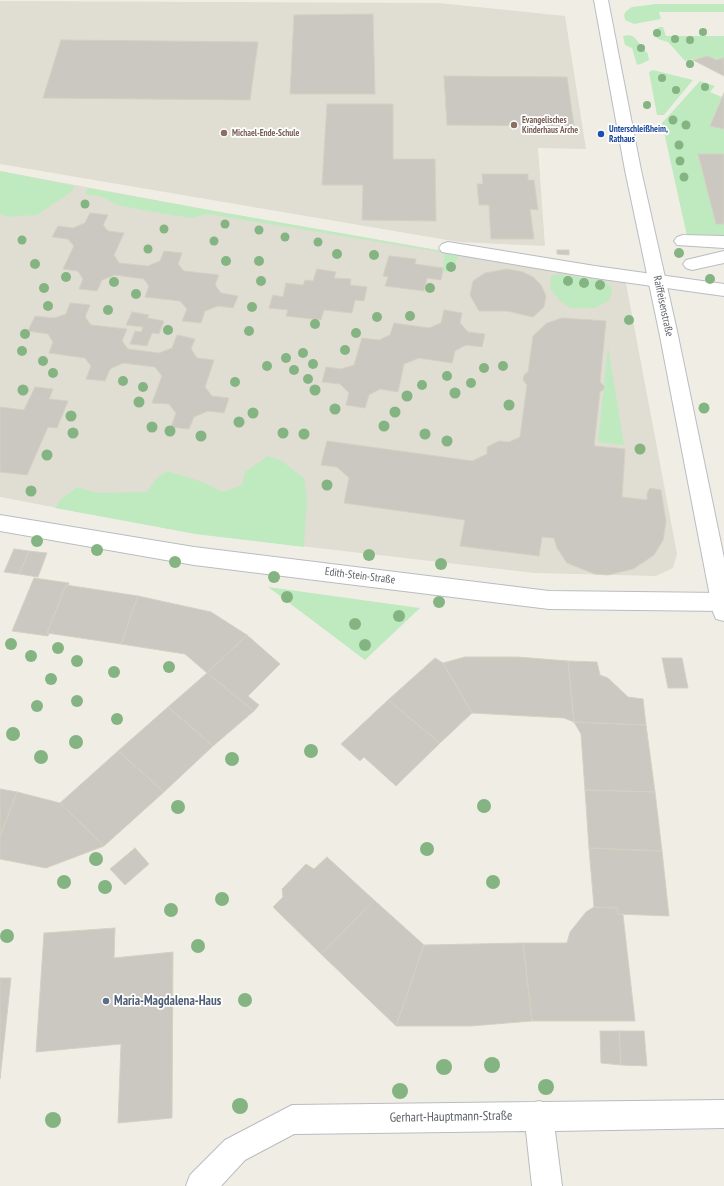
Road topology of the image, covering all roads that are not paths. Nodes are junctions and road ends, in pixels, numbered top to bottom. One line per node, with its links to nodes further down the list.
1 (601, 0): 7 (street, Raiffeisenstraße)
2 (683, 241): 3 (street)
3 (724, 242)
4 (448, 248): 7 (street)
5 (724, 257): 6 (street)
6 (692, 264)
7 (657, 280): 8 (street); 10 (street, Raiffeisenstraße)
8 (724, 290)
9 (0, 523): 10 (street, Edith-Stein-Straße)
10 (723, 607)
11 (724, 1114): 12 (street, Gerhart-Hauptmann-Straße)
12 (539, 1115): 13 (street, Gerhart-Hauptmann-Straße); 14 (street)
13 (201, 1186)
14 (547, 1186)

• _ACTIVITY_: The entries are to be written out in full and exactly, apart from the pictures.

• _REPLY TO THE EXERCISE_:
Road topology of the image, covering all roads that are not paths. Nodes are junctions and road ends, in pixels, numbered top to bottom. One line per node, with its links to nodes further down the list.
1 (601, 0): 7 (street, Raiffeisenstraße)
2 (683, 241): 3 (street)
3 (724, 242)
4 (448, 248): 7 (street)
5 (724, 257): 6 (street)
6 (692, 264)
7 (657, 280): 8 (street); 10 (street, Raiffeisenstraße)
8 (724, 290)
9 (0, 523): 10 (street, Edith-Stein-Straße)
10 (723, 607)
11 (724, 1114): 12 (street, Gerhart-Hauptmann-Straße)
12 (539, 1115): 13 (street, Gerhart-Hauptmann-Straße); 14 (street)
13 (201, 1186)
14 (547, 1186)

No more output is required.